■ **WORK INSTRUCTION**
Pick out each line of the records in which the word "where" appears.

Collected data entries
****
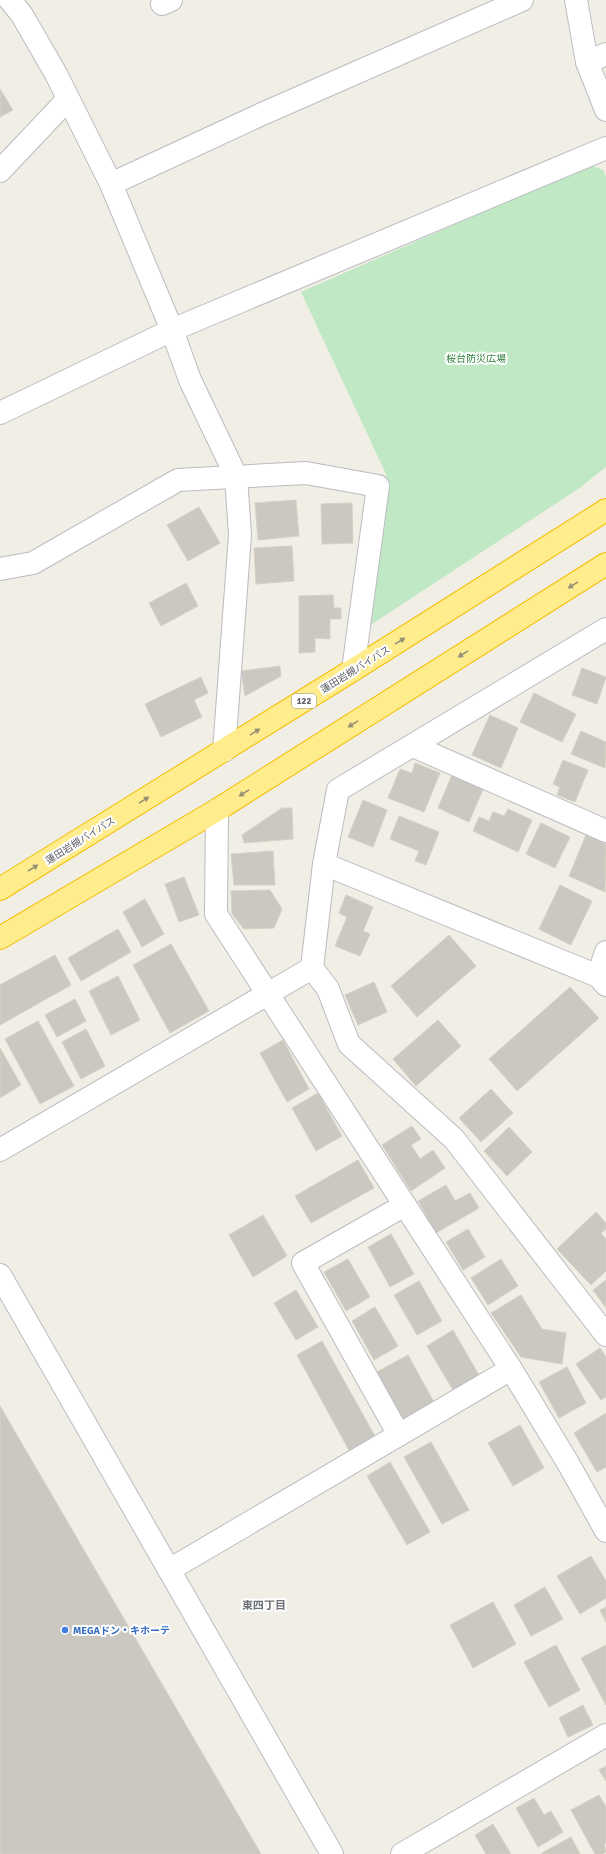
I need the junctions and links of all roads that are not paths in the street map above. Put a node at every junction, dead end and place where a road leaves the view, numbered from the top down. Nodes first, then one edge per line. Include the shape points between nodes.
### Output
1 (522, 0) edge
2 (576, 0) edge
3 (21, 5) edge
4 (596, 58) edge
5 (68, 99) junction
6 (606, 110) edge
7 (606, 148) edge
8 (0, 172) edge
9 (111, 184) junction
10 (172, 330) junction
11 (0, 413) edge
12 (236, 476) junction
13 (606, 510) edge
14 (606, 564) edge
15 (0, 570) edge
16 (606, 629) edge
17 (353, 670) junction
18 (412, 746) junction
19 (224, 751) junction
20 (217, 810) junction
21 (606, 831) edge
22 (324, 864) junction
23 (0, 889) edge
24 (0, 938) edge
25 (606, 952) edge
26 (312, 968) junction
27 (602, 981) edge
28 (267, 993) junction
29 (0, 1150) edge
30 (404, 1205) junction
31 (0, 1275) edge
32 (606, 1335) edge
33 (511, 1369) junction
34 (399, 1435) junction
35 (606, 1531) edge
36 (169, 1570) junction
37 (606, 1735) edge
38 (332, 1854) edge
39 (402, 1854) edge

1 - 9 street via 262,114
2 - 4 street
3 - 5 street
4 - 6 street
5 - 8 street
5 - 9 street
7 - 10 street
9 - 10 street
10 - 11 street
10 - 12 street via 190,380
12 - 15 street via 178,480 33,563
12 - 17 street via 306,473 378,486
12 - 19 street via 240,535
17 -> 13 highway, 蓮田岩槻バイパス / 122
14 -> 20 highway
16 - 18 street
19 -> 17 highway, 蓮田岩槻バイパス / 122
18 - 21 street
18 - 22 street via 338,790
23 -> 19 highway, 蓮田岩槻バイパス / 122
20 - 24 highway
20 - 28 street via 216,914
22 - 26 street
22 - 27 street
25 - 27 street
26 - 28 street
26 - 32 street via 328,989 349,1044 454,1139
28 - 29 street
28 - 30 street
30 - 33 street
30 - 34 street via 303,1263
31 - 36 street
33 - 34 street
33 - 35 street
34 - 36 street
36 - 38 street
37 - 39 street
****
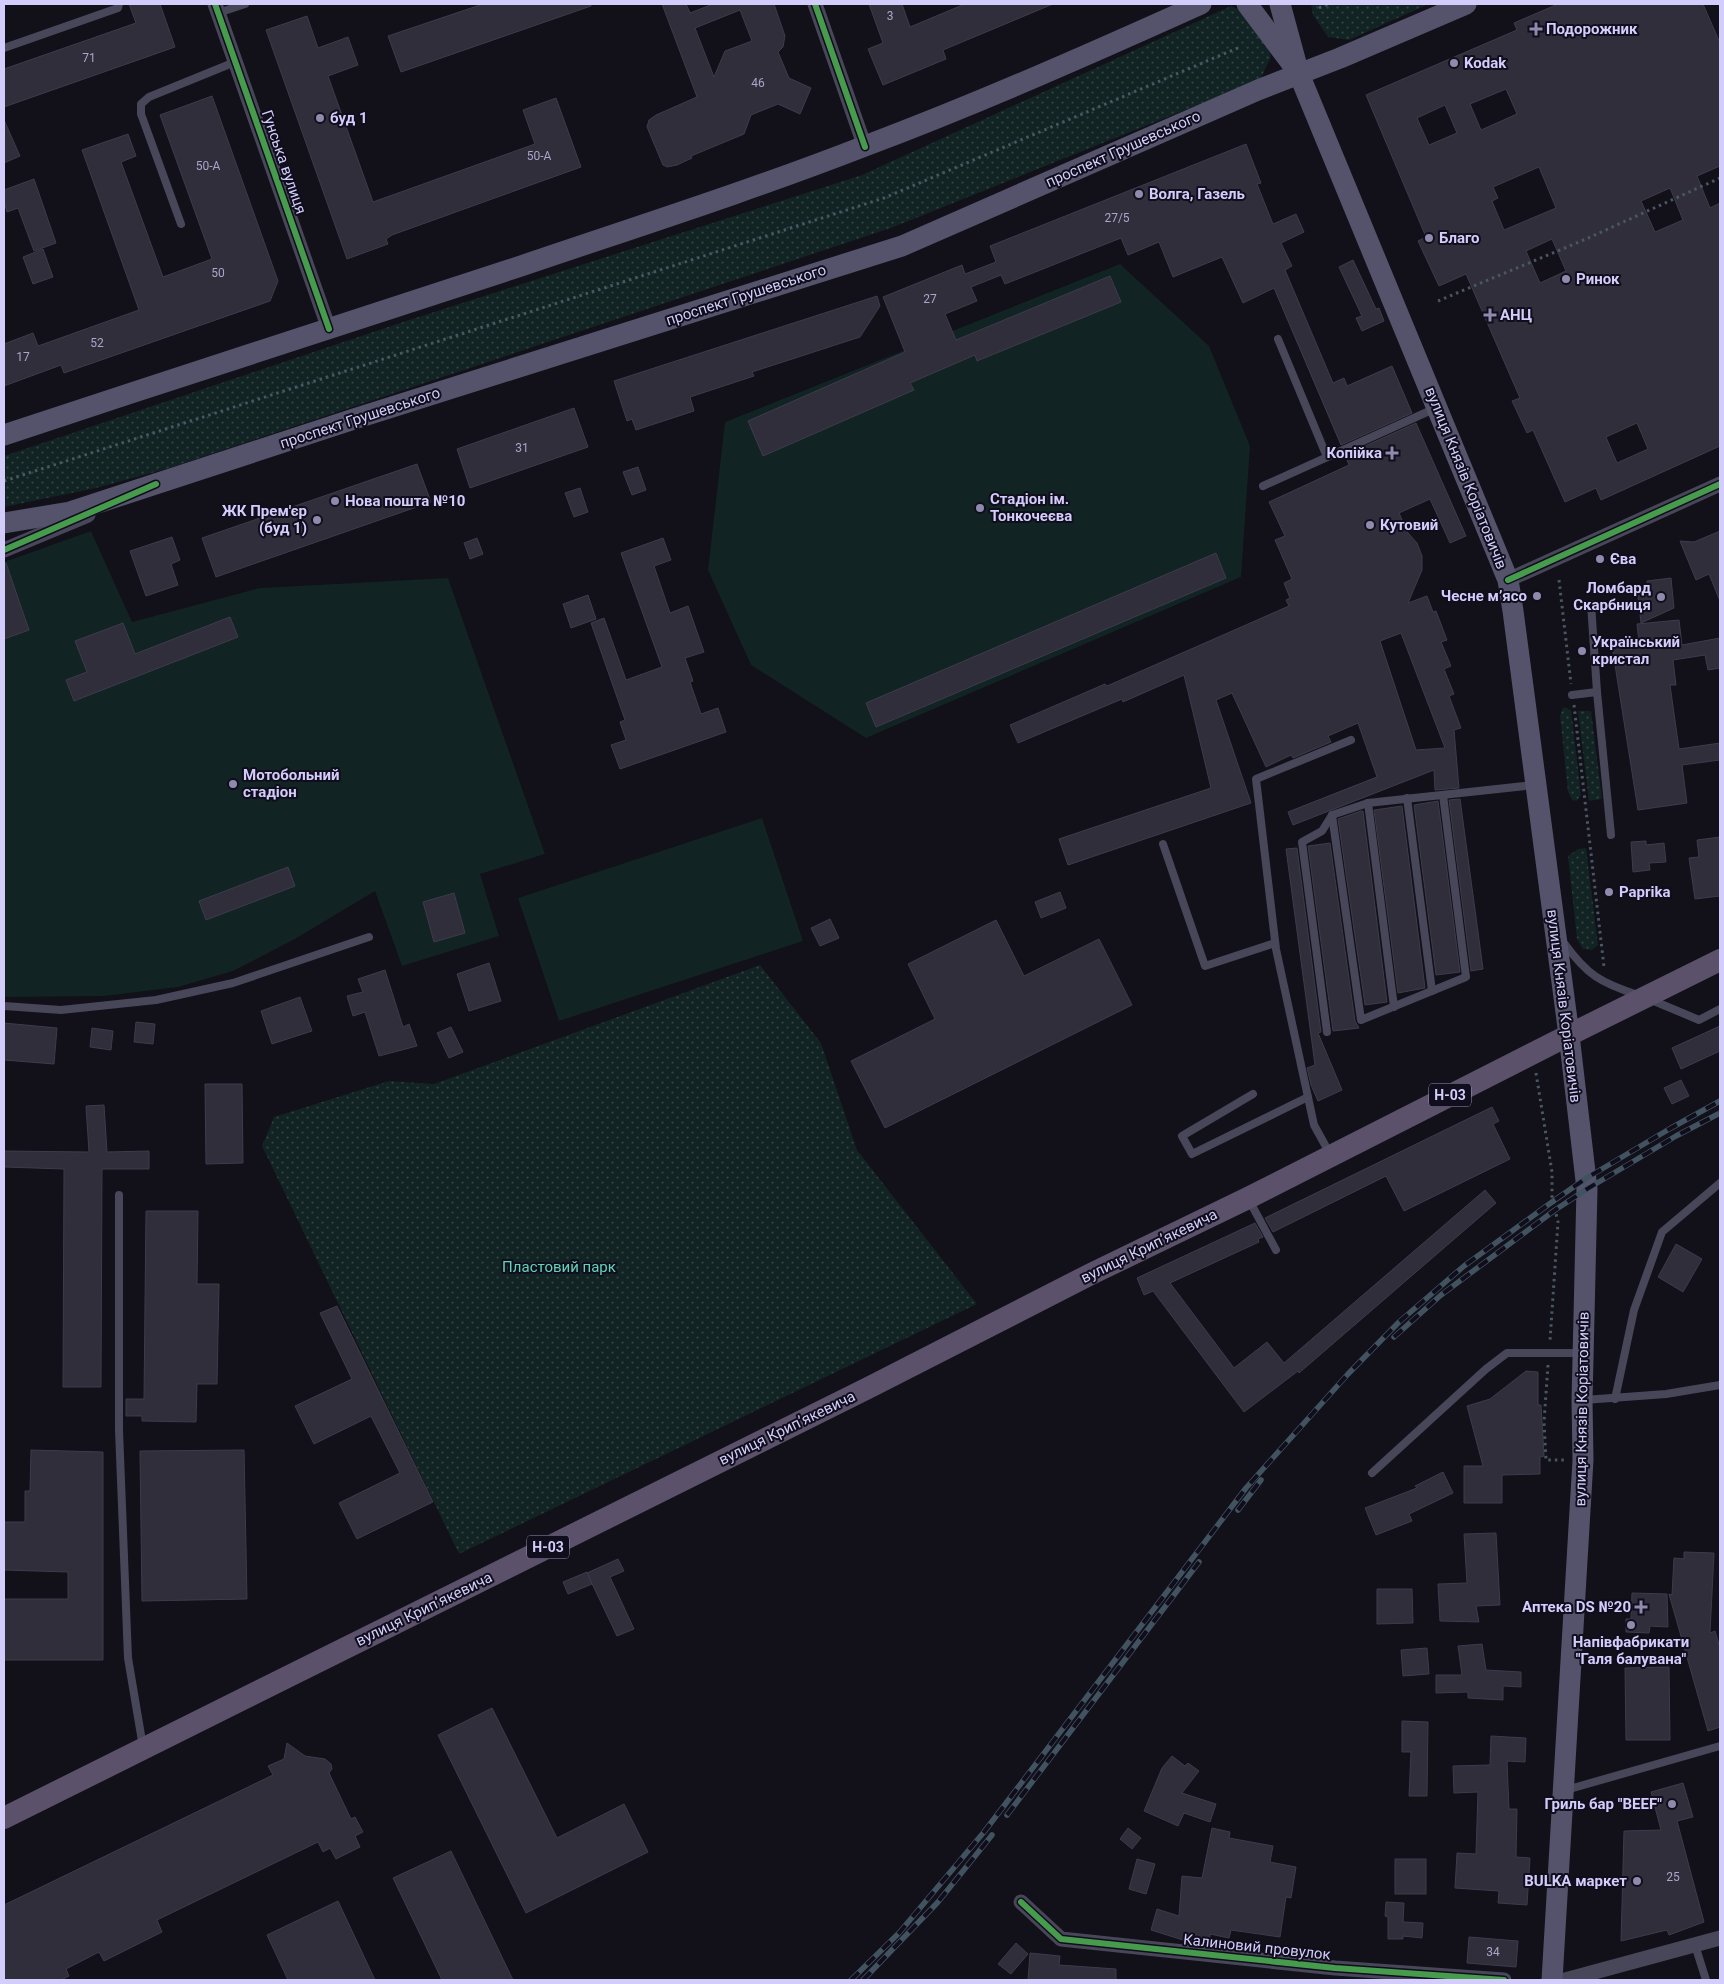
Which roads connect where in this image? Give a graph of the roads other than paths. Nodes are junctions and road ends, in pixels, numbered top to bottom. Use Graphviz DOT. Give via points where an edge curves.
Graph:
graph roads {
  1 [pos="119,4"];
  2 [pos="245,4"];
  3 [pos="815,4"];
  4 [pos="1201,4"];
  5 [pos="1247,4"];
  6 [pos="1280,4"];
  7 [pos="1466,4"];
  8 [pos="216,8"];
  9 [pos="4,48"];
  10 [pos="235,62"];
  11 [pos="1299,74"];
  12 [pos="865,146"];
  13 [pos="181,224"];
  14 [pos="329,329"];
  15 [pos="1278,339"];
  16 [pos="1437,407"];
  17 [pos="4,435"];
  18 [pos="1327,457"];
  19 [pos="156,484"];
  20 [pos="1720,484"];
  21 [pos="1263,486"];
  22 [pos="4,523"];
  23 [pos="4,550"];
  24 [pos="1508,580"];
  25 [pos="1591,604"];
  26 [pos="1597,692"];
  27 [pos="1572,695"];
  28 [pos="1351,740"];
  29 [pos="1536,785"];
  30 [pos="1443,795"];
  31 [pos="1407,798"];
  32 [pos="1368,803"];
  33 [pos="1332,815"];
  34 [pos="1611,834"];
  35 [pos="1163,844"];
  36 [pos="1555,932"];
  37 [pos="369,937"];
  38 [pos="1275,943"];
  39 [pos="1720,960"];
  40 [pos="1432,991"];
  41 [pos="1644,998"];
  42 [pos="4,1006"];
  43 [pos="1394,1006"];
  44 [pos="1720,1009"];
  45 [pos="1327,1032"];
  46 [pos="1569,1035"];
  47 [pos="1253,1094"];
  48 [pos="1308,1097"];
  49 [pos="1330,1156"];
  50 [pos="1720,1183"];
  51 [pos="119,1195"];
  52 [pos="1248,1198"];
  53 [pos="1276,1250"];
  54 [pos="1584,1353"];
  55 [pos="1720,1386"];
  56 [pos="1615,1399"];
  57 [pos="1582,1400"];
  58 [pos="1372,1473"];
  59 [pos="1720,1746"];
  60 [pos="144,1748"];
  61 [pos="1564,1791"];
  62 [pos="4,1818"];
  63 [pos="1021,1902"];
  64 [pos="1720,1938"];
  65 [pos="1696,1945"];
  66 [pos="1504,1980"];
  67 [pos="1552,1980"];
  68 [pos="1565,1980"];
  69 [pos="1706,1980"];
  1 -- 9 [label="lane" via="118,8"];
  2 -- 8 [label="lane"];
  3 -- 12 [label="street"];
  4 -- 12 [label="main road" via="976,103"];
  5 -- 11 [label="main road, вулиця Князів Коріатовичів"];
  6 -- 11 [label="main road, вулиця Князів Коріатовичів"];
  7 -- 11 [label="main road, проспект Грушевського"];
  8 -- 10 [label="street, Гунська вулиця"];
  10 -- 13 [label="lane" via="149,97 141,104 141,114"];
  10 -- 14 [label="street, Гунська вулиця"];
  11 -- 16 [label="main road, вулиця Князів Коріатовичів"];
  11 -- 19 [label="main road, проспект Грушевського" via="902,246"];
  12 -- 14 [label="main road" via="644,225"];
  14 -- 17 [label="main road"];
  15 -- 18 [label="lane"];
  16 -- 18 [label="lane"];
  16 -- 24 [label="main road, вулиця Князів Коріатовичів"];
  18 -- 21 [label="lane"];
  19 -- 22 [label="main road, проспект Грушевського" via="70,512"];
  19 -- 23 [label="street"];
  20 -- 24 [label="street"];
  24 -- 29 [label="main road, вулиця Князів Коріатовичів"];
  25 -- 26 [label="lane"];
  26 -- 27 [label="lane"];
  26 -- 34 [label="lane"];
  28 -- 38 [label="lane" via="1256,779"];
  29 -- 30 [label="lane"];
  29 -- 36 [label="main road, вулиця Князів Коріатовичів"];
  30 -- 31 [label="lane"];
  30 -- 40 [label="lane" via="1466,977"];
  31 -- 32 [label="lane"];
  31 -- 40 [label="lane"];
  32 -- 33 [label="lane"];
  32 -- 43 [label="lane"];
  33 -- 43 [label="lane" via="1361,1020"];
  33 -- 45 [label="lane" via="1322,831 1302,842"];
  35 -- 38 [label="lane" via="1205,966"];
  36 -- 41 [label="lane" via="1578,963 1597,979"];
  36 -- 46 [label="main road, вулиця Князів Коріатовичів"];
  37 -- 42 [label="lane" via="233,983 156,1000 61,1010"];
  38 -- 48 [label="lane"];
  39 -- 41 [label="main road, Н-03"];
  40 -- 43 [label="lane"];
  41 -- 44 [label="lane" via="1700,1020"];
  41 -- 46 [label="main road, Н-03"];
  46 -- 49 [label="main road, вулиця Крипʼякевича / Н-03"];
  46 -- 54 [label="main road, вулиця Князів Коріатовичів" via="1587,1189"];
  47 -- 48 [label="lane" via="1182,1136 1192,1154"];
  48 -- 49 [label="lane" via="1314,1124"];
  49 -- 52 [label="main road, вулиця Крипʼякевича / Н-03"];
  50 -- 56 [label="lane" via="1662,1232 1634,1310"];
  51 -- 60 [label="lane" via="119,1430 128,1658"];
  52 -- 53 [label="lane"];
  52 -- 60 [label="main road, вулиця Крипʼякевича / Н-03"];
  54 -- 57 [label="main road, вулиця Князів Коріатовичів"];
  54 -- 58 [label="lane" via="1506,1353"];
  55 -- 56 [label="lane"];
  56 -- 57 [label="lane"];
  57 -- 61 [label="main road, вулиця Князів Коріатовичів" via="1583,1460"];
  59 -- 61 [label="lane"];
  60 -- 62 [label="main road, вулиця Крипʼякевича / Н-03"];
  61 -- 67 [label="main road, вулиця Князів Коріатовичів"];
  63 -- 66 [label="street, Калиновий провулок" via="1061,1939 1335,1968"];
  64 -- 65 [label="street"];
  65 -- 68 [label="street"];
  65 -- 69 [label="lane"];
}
****
■ **OUTPUT FOR THIS TASK**
I need the junctions and links of all roads that are not paths in the street map above. Put a node at every junction, dead end and place where a road leaves the view, numbered from the top down. Nodes first, then one edge per line. Include the shape points between nodes.
Which roads connect where in this image? Give a graph of the roads other than paths. Nodes are junctions and road ends, in pixels, numbered top to bottom. Use Graphviz DOT. Give via points where an edge curves.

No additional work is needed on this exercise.